The purpose of the RPD is for the seller to disclose to the buyer material facts about the home in which they have “actual knowledge” about. The form has three boxes for each question in which the seller can check Yes (if they are aware of any existing problems), No (if they are unaware of any existing problems), and No Representation (if they don’t know if there are any problems or not). If a seller is aware of any problems and checks the No box, then they will have knowingly made a “willful misrepresentation”, and could place themselves in legal jeopardy. If they check the No box stating that there isn’t a known problem (as far as they know), and a home inspection uncovers a problem, then they will have made an “unwillful misrepresentation”, meaning that they truly and honestly didn’t intentionally misrepresent the answer to the question. In this instance, the seller should provide the buyer with a corrected and updated RPD. If they check the No Representation box and know there is a problem and don’t disclose it, they will have nonetheless made a “willful misrepresentation”. Lastly, if they check the Yes box disclosing a known problem, they are required to include a written statement on the form describing the issue. Summing up the RPD Disclosure Statement, it is designed for the seller to provide the buyer with truthful and transparent representations (to the best of their knowledge) about the property, prior to entering into a purchase agreement contract.

The MOG Disclosure Statement is a relatively new seller disclosure that came about because national homebuilders, such as D.R. Horton and the like, were buying up large tracts of land after the 2008 financial crisis and severing the subsurface mineral rights when they sold their homes to buyers. One of the reasons builders were severing these rights was that they were valuable to them in locations where energy companies were fracking and doing a lot of horizontal drilling. Since Alamance County is not known for fracking, sellers in older established neighborhoods are not severing their subsurface rights and are continuing to convey them to their buyers (as has historically been the case when homes were sold).

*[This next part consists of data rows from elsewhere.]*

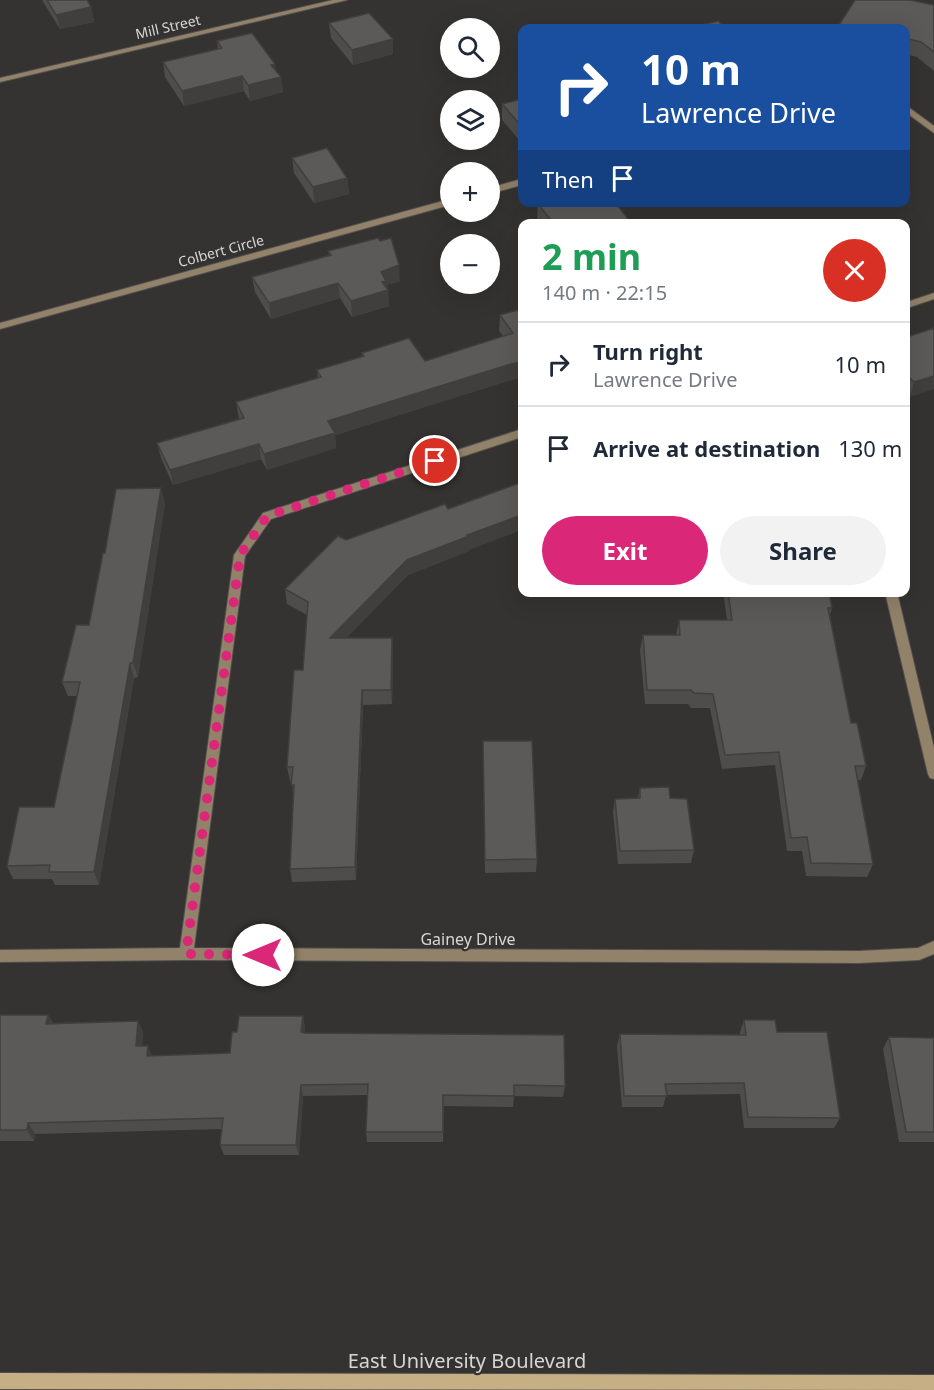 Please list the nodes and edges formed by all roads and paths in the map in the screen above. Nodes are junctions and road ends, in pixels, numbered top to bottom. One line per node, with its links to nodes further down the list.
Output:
1 (343, 0): 2 (street, Mill Street)
2 (0, 80)
3 (910, 111): 4 (street)
4 (934, 130)
5 (518, 183): 6 (street)
6 (500, 188)
7 (440, 205): 10 (street, Colbert Circle)
8 (934, 296): 9 (street)
9 (910, 304)
10 (0, 326)
11 (518, 434): 15 (street)
12 (892, 597): 13 (street)
13 (934, 774)
14 (934, 947): 15 (street, Gainey Drive)
15 (186, 954): 16 (street, Gainey Drive)
16 (0, 956)
17 (0, 1381): 18 (street, East University Boulevard)
18 (934, 1383)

Moving on, let’s say that the FSBO has provided their buyer with these required disclosures which have been completed and signed, and they have entered into a contract to sell their home. From here, it becomes a matter of managing the process which includes, among other things; coordinating the scheduling of the home inspection and negotiating repairs, making arrangements for the pest inspector and appraiser to come out, and coordinating the closing date and time with the buyer’s attorney.

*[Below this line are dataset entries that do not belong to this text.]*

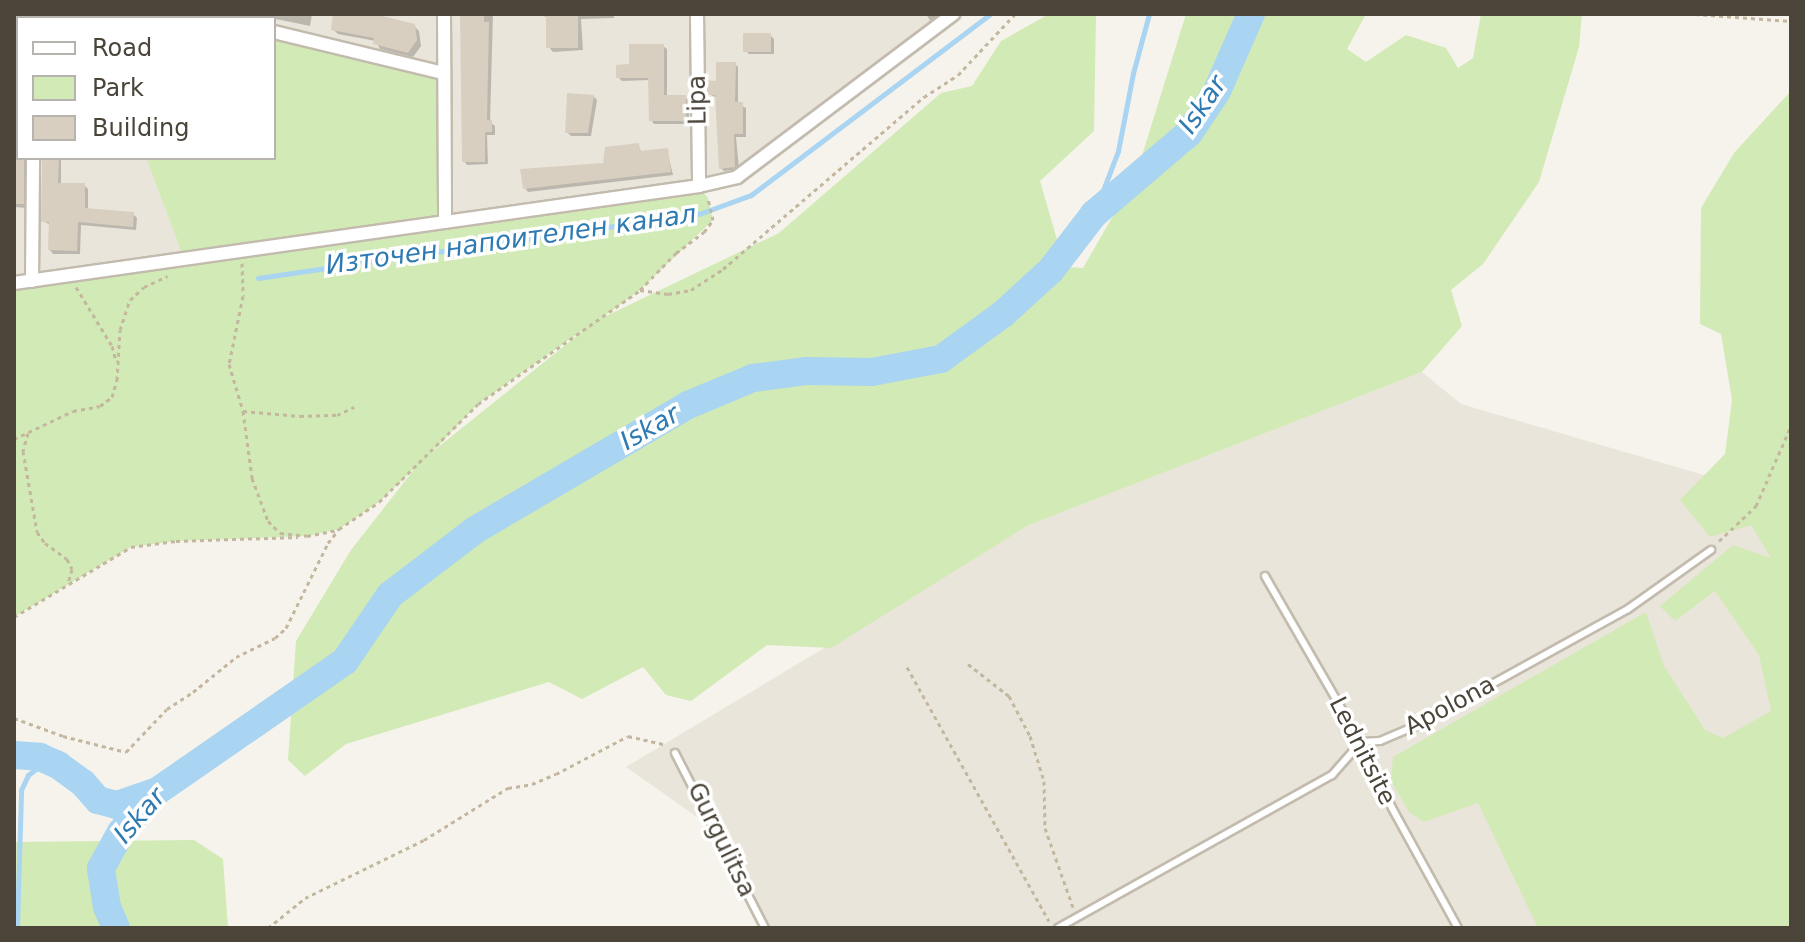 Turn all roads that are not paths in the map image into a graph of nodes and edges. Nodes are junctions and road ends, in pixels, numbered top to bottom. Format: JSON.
{"nodes":[{"id":1,"x":444,"y":14,"type":"edge"},
{"id":2,"x":697,"y":14,"type":"edge"},
{"id":3,"x":953,"y":14,"type":"edge"},
{"id":4,"x":276,"y":32,"type":"edge"},
{"id":5,"x":444,"y":73,"type":"junction"},
{"id":6,"x":33,"y":160,"type":"edge"},
{"id":7,"x":699,"y":186,"type":"junction"},
{"id":8,"x":445,"y":222,"type":"junction"},
{"id":9,"x":32,"y":281,"type":"junction"},
{"id":10,"x":14,"y":283,"type":"edge"},
{"id":11,"x":1711,"y":550,"type":"road end"},
{"id":12,"x":1265,"y":576,"type":"dead end"},
{"id":13,"x":1361,"y":742,"type":"junction"},
{"id":14,"x":675,"y":753,"type":"road end"},
{"id":15,"x":765,"y":928,"type":"edge"},
{"id":16,"x":1056,"y":928,"type":"edge"},
{"id":17,"x":1458,"y":928,"type":"edge"}],
"edges":[{"from":1,"to":5,"type":"street"},
{"from":2,"to":7,"type":"street","name":"Lipa"},
{"from":3,"to":7,"type":"street"},
{"from":4,"to":5,"type":"street"},
{"from":5,"to":8,"type":"street"},
{"from":6,"to":9,"type":"street"},
{"from":7,"to":8,"type":"street"},
{"from":8,"to":9,"type":"street"},
{"from":9,"to":10,"type":"street"},
{"from":11,"to":13,"type":"lane","name":"Apolona"},
{"from":12,"to":13,"type":"lane","name":"Lednitsite"},
{"from":13,"to":16,"type":"lane"},
{"from":13,"to":17,"type":"lane","name":"Lednitsite"},
{"from":14,"to":15,"type":"lane","name":"Gurgulitsa"}]}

Let’s now assume that the FSBO successfully navigated through this entire process, finalized the sale of their home, and the attorney recorded the deed and disbursed the money to them from the sale proceeds. Now it’s celebration time! Not only have they successfully sold their home themselves, but they also saved thousands of dollars from not having to pay a commission to a Realtor. However, the FSBO really didn’t save the commission, they earned it, by having invested a lot of time and effort in selling their home themselves.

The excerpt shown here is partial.